What else? In fact, that's all. A renderer is quite a simple beast, and there's no need to over complexifying the task at this point. In order to simplify the design and the implementation, every thing will be done in immediate mode (as both OpenGL and DirectX works this way). It means that we won't deal with meshes at this step - but we might deal with them at a higer level, in the game engine (and that's another story).

The approach lead us to another conclusion: a new layer must be built on the top of this abstracted renderer in order to perform the action you want. But it is now far easier since you don't have to worry about the implementation details - you use your abstracted renderer, not a particular API. That way, you'll be able to build a more specialized engine that will entitle you to build a game.

Regarding some of your other questions: the OOP overhead exists, but it is negligeable (performance wise) in most cases. For example, a call to a virtual function typically needs two more asm instructions (a mov and a jmp - really nothing heavy). You don't have to worry about this.
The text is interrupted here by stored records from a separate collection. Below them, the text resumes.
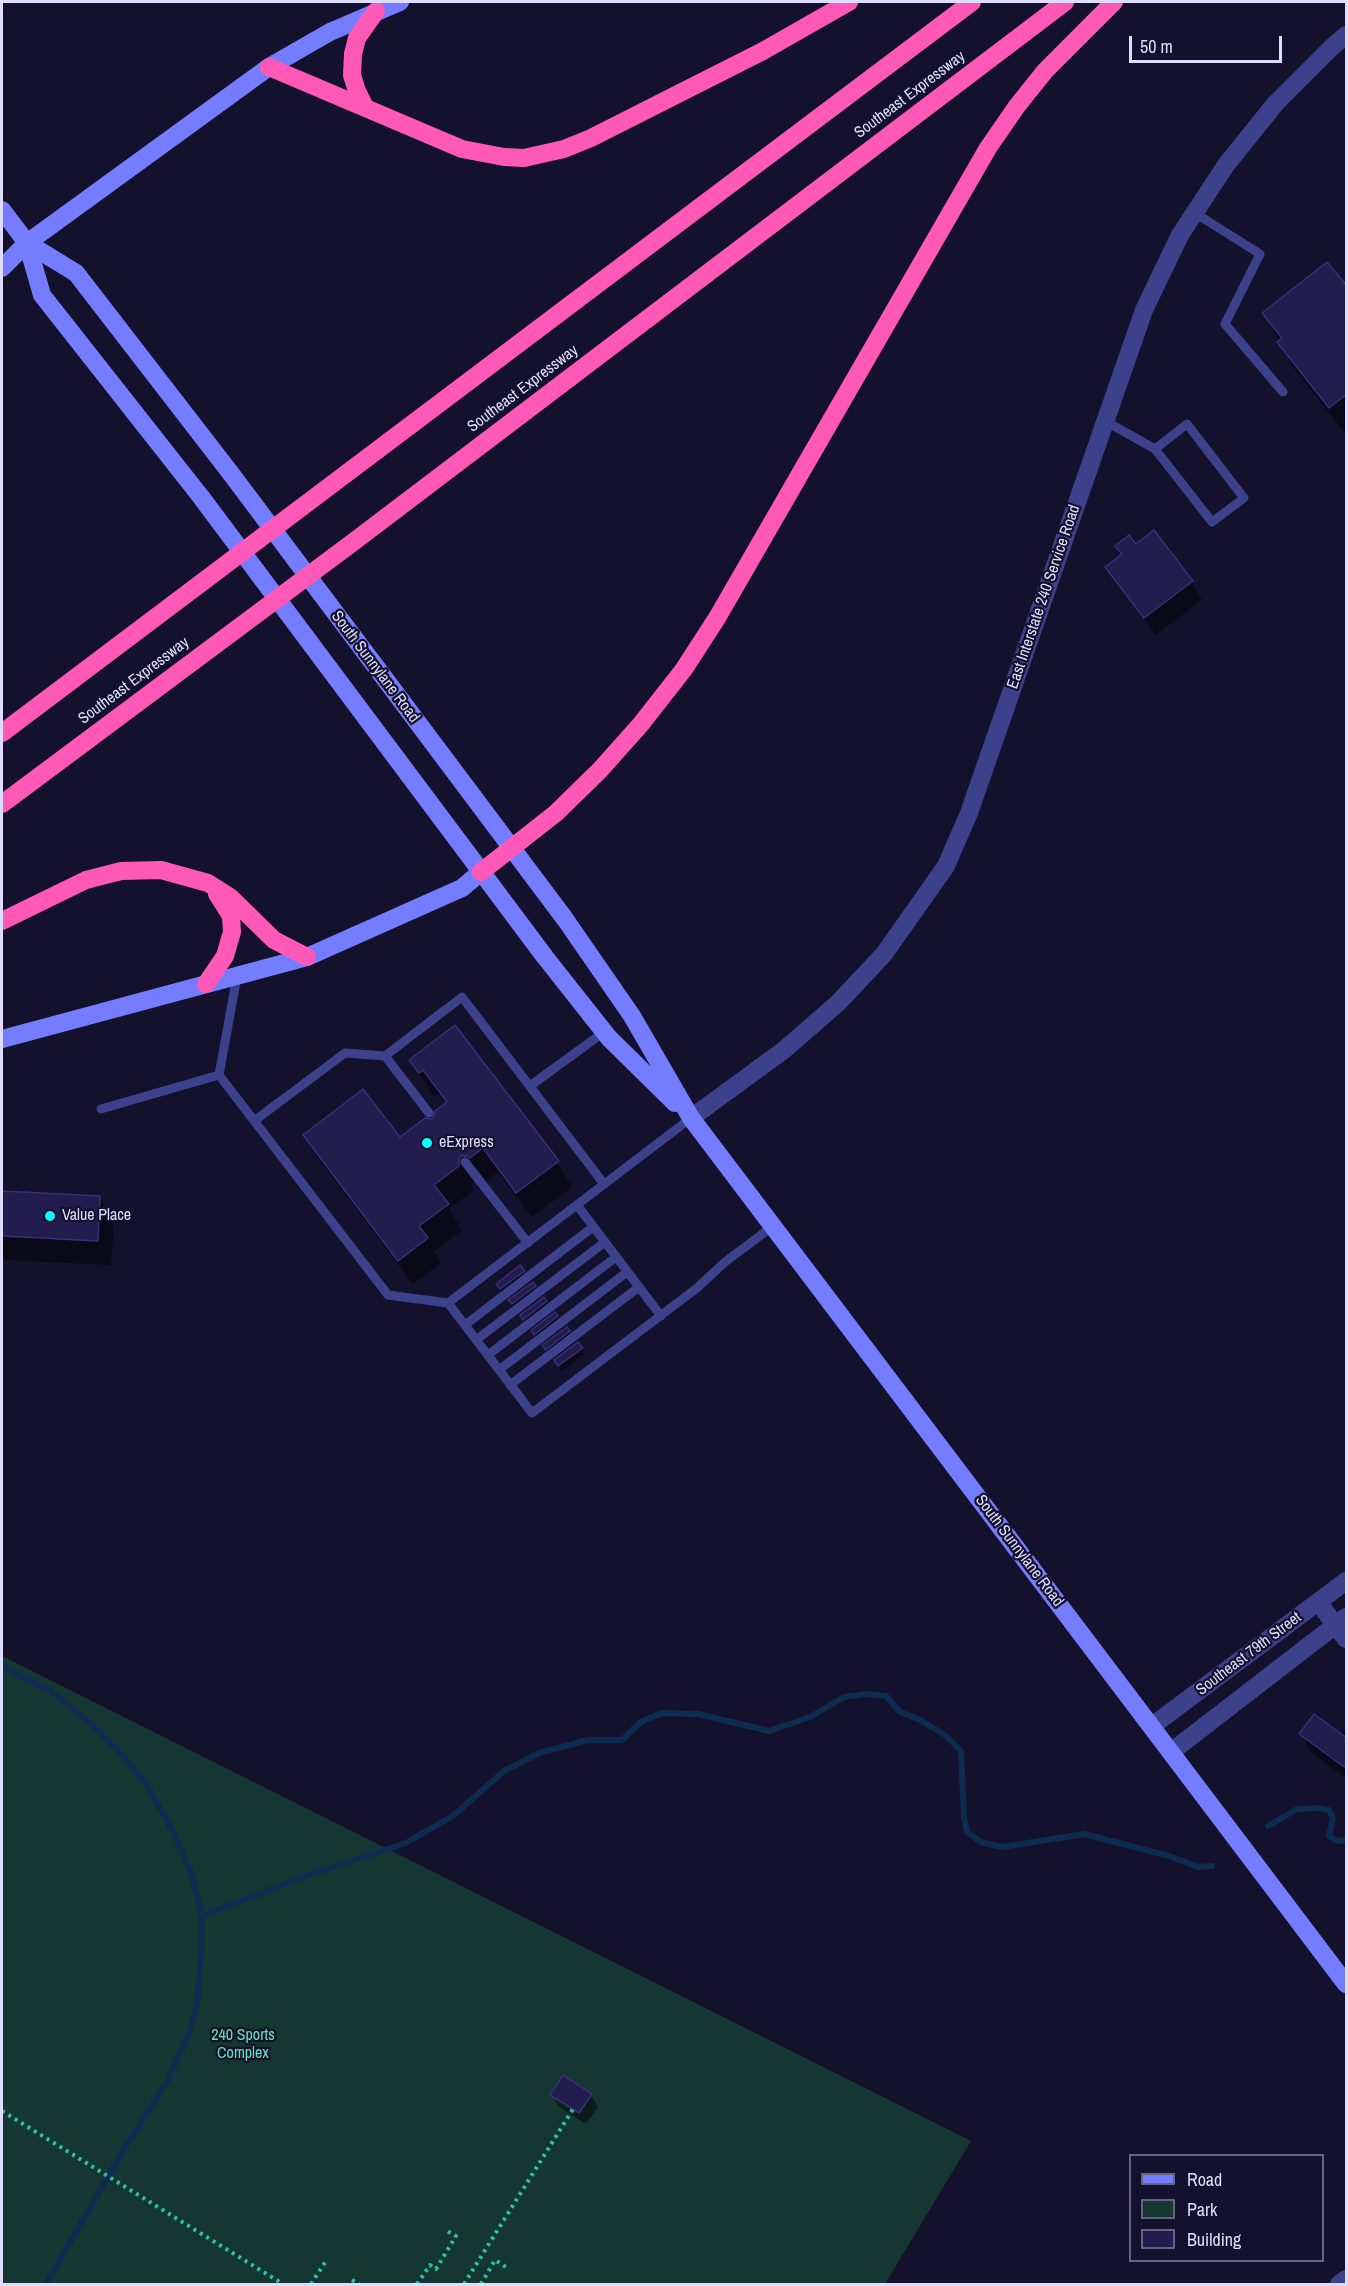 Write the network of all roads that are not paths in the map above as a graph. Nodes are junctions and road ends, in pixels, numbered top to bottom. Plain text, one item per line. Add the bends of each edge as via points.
1 (400, 2) edge
2 (849, 2) edge
3 (972, 2) edge
4 (1065, 2) edge
5 (1114, 2) edge
6 (376, 11) junction
7 (1347, 35) edge
8 (268, 67) junction
9 (365, 107) junction
10 (2, 210) edge
11 (1195, 213) junction
12 (27, 243) junction
13 (2, 267) edge
14 (1283, 392) dead end
15 (1105, 421) junction
16 (1155, 449) junction
17 (2, 733) edge
18 (2, 804) edge
19 (512, 849) junction
20 (481, 872) junction
21 (208, 883) junction
22 (2, 921) edge
23 (307, 957) junction
24 (237, 976) junction
25 (206, 984) junction
26 (604, 1032) junction
27 (2, 1039) edge
28 (385, 1056) junction
29 (219, 1075) junction
30 (530, 1086) junction
31 (101, 1109) dead end
32 (429, 1113) dead end
33 (691, 1118) junction
34 (255, 1121) junction
35 (465, 1162) dead end
36 (604, 1184) junction
37 (576, 1205) junction
38 (773, 1226) junction
39 (593, 1227) junction
40 (605, 1242) junction
41 (528, 1243) junction
42 (616, 1257) junction
43 (627, 1272) junction
44 (639, 1287) junction
45 (448, 1303) junction
46 (660, 1316) junction
47 (465, 1325) junction
48 (476, 1340) junction
49 (488, 1355) junction
50 (499, 1370) junction
51 (510, 1385) junction
52 (1347, 1581) edge
53 (1318, 1602) junction
54 (1343, 1627) edge
55 (1152, 1726) junction
56 (1171, 1752) junction
57 (1347, 1984) edge
58 (1347, 2279) edge
59 (1340, 2284) edge

1 - 6 main road
2 - 9 highway via 763,51 591,138 541,155 504,157 462,149
3 - 17 highway
4 - 18 highway, Southeast Expressway
5 - 19 highway via 1045,71 988,148 684,669 600,770
6 - 8 main road
6 - 9 highway via 357,38 353,54 352,75
7 - 11 street, East Interstate 240 Service Road via 1275,104 1226,165
8 - 9 highway
8 - 12 main road
10 - 12 main road, South Sunnylane Road
11 - 14 lane via 1260,254 1225,324
11 - 15 street, East Interstate 240 Service Road via 1180,235 1144,310
12 - 13 main road
12 - 19 main road, South Sunnylane Road via 76,273
12 - 20 main road, South Sunnylane Road via 42,295 201,497
15 - 16 lane
15 - 33 street, East Interstate 240 Service Road via 969,813 946,866 884,954 838,1003 784,1050
16 - 16 lane via 1212,522 1244,498 1187,424
19 - 20 highway
19 - 33 main road, South Sunnylane Road via 632,1016
20 - 23 main road via 462,888
20 - 26 main road, South Sunnylane Road
21 - 22 highway via 161,870 121,871 86,880
21 - 23 highway via 230,897 274,940
21 - 25 highway via 227,907 233,924 225,956
23 - 24 main road
24 - 25 main road
24 - 29 lane
25 - 27 main road
26 - 30 lane
26 - 33 main road, South Sunnylane Road
28 - 30 lane via 462,997
28 - 32 lane
28 - 34 lane via 345,1053
29 - 31 lane
29 - 34 lane
30 - 36 lane
33 - 36 lane
33 - 38 main road, South Sunnylane Road
34 - 45 lane via 388,1295
35 - 41 lane
36 - 37 lane
37 - 39 lane
37 - 41 lane
38 - 46 lane
38 - 55 main road, South Sunnylane Road
39 - 40 lane
39 - 47 lane
40 - 42 lane
40 - 48 lane
41 - 45 lane
42 - 43 lane
42 - 49 lane
43 - 44 lane
43 - 50 lane
44 - 46 lane
44 - 51 lane
45 - 47 lane
46 - 51 lane via 532,1413
47 - 48 lane
48 - 49 lane
49 - 50 lane
50 - 51 lane
52 - 53 street, Southeast 79th Street
53 - 54 street
53 - 55 street, Southeast 79th Street
54 - 56 street, Southeast 79th Street
55 - 56 main road, South Sunnylane Road
56 - 57 main road, South Sunnylane Road
58 - 59 street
I failed to address a point in your post: OpenGL/DirectX vs. DirectDraw/SDL/GDI. I purposedly spoke about OpenGL and DirectX only in order to handle the most difficult case: the construction of a 3D renderer. It is still perfectly valid to use the same approach with 2D (in this case, it would probably be better (from a design point of view)) to build the 2D layer on top of the 3D one for devices that can handle 3D). The class hierarchy would probably look like:
  2D game engine    |_______ GDI 2d rendering engine    |_______ SDL 2d rendering engine    |_______ DirectDraw 2d rendering engine    |_______ 2d over 3d engine               |_______ 3d rendering engine                            |_______ DirectX rendering engine                            |_______ OpenGL rendering engine

Again, remember that this is going to require a lot of work, with very little benefits over a single implementation.

HTH,
Thank you all for your responses.

I was under the impression that many professional games on the market run under both Direct3D and OpenGL (it's a command line switch or a config file modification for games like World of Warcraft, or a set-up option for Unreal Tournie)* and I presumed the reason for this was that on some systems, one runs "better" than the other.

I suppose that may simply be placebo effect / end-user perception kind of stuff, but it occurred to me as something worth learning about, and thus my motivation was academic.

*I understand well the projects I cited there enlist many orders of magnitude more programmers than Just Me By Myself =) so 'spending my time on more useful things' is very motivating to me. (I.E. putting it in the light of doubling my debug time has more or less dissuaded my interest in trying it.)

I think I'll file this one back into the theory bookcase in the back of my brain for now.